Data privacy, digital surveillance and the issue of consent
Sitting in a coffee shop in south west London reading ‘Mindf*ck: Inside Cambridge Analytica’s Plot to Break the World’ by Christopher Wylie, I’m troubled.
This is not a surprise. Having watched Netflix’s documentary, The Great Hack, last year and been waist deep in ‘big data’ and the internet of things (IoT) research ever since.
It’s an extraordinary but uncomfortable book, illuminating the power of psychographic data profiling, and how easy it is to acquire data.
Data privacy dominates global media headlines with an alarming frequency. From the infamous Cambridge Analytica/Facebook scandal, through to a constant stream of online data breaches.
The largest to date being Yahoo! when in 2016 it came to light an estimated 3 billion accounts were compromised.
We want your data. Do you consent?
When it comes to digital data and our online identities, the question which keeps coming up in my conversations is, who owns our data? And the issue of consumer consent. Or, perhaps controversially, forced consent.
It’s a thorny subject. New data protection laws, including the ePrivacy Directive (ePD), GDPR in the European Union and, as of January 1, 2020, the California Consumer Privacy Act (CCPA), have mandated businesses to share their data privacy policy and request a customer agrees to it. Under GDPR, consent must be freely given.
But most websites appear to use social engineering to entice people to click the ‘agree/consent’ button, by making it harder to say no. The consent is therefore not freely given, it is nudged out of people.
Those which do offer a decline option, often force the user to navigate complicated privacy settings or, sometimes deny them the option to use their service.
Most businesses know that the majority of us do not have the time nor the patience to do this for every website we visit. Most of us are accessing websites via our small screened mobile devices whilst on the move too. The legal small print is complicated, dense and time consuming to read.
Society today is always in a rush. So, we impatiently click the yes button to cookies, web trackers and other data sharing agreements — that we don’t really understand and are, in the main, unregulated — that follow us around creating a digital catalogue on our activities that is monitored, mined, analysed, bought, sold…and in the reported case of Cambridge Analytica, manipulated.
In one click, our data, our digital identities, seemingly belong to someone else. A free resource which can be monetised and, in some instances should it fall into the hands of bad actors, used against us.
If it’s free, am I the product?
In her book “The Age of Surveillance Capitalism”, Professor Shoshana Zuboff surmises this situation beautifully. She writes:
“Surveillance capitalism unilaterally claims human experience as free raw material for translation into behavioural data.
Although some of these data are applied to service improvement, the rest are declared as proprietary behaviour surplus, fed into advanced manufacturing processes, known as ‘machine intelligence’, and fabricated into prediction products that anticipate what you will do now, soon and later.
Finally, these prediction products are traded in a new kind of marketplace that I call behavioural futures markets.
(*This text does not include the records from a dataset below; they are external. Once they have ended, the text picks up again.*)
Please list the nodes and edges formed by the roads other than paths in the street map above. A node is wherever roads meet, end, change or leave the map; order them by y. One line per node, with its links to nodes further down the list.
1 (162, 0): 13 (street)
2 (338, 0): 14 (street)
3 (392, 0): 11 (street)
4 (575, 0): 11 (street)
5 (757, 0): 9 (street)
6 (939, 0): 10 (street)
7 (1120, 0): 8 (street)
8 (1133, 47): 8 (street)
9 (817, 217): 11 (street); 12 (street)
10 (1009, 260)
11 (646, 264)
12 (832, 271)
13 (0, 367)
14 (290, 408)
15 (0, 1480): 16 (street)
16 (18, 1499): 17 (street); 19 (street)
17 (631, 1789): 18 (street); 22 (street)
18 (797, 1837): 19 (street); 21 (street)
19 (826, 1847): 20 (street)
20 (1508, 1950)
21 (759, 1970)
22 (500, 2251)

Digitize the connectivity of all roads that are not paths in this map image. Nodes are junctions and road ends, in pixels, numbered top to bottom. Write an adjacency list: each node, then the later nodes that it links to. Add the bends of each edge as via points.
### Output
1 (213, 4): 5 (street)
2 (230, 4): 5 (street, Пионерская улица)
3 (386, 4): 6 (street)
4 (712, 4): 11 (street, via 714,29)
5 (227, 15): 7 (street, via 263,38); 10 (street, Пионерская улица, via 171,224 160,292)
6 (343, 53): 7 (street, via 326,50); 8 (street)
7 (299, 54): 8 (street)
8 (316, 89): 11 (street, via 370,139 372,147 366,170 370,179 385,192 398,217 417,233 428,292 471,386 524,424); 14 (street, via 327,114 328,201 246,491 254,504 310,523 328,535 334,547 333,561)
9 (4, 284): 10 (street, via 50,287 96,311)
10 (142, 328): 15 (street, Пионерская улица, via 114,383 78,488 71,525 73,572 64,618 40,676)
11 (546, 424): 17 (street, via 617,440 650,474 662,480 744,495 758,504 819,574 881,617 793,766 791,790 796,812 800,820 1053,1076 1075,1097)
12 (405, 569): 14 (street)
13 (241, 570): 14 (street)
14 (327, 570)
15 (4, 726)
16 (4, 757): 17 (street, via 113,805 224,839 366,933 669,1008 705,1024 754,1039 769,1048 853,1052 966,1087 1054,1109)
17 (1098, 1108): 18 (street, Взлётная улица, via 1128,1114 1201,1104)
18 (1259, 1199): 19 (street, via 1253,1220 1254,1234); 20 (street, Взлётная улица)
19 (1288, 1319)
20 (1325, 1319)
Surveillance capitalists have grown immensely wealthy from these trading operations, for many companies willing to lay bets on future behaviour.”
And in exchange for surveillance we, the public, get convenience, efficiency and social connection.
Can I trust businesses to protect me from cyber criminals?
Putting online surveillance to the side for a moment. The other issue, as already touched on at the start, is the risk of online data breaches.
As criminals become more sophisticated and consumers move to a more digital world, protecting our identities online is increasingly vital.
This is not just the internet of course. It applies just as much to the surge in artificial intelligence (AI) “smart tech” products: wearable tech, energy meters, home speakers with AI assistants, video doorbells, even toys. All storing personal data which can reveal our identity and increase our vulnerabilities to potential criminal activities if compromised.
We each have to be mindful as to where personally identifiable information about us is stored online and on our smart tech devices.
We also have to trust our banks, our governments, the retailers we shop with, to act with the same, if not substantially higher levels of data and identity protection.
Every business needs to take cyber risk extremely seriously as our personal data, as proven, is valuable. Like diamonds and gold, our data needs to be secured in an impenetrable digital vault with an ultra-sophisticated digital alarm system.
Working together for a better internet
Everyone should feel safe online. And I believe this includes having the confidence, choice and clarity around how our personal data is collected and used by businesses.
I echo the comments made by Microsoft CEO, Satya Nadella, at the World Economic Forum in Davos last month where he expressed that data privacy, at an individual level, needs to be thought of as a human right. Referring to it as data dignity.
This does not mean prohibiting data collection and analysis. Far from it. Just to recognise that, as a human right, it needs to be a choice.
Most will agree that data analysis is a powerful tool for good and we need to provide freedom for innovators to continue to ‘innovate’ and drive our world forward. Developing new solutions which create a healthier, wealthier and happier global society.
But as is always the case in life; there are good people, and there are bad people.
And the internet is mostly unregulated and unpoliced.
This has to change. Our safety depends on it.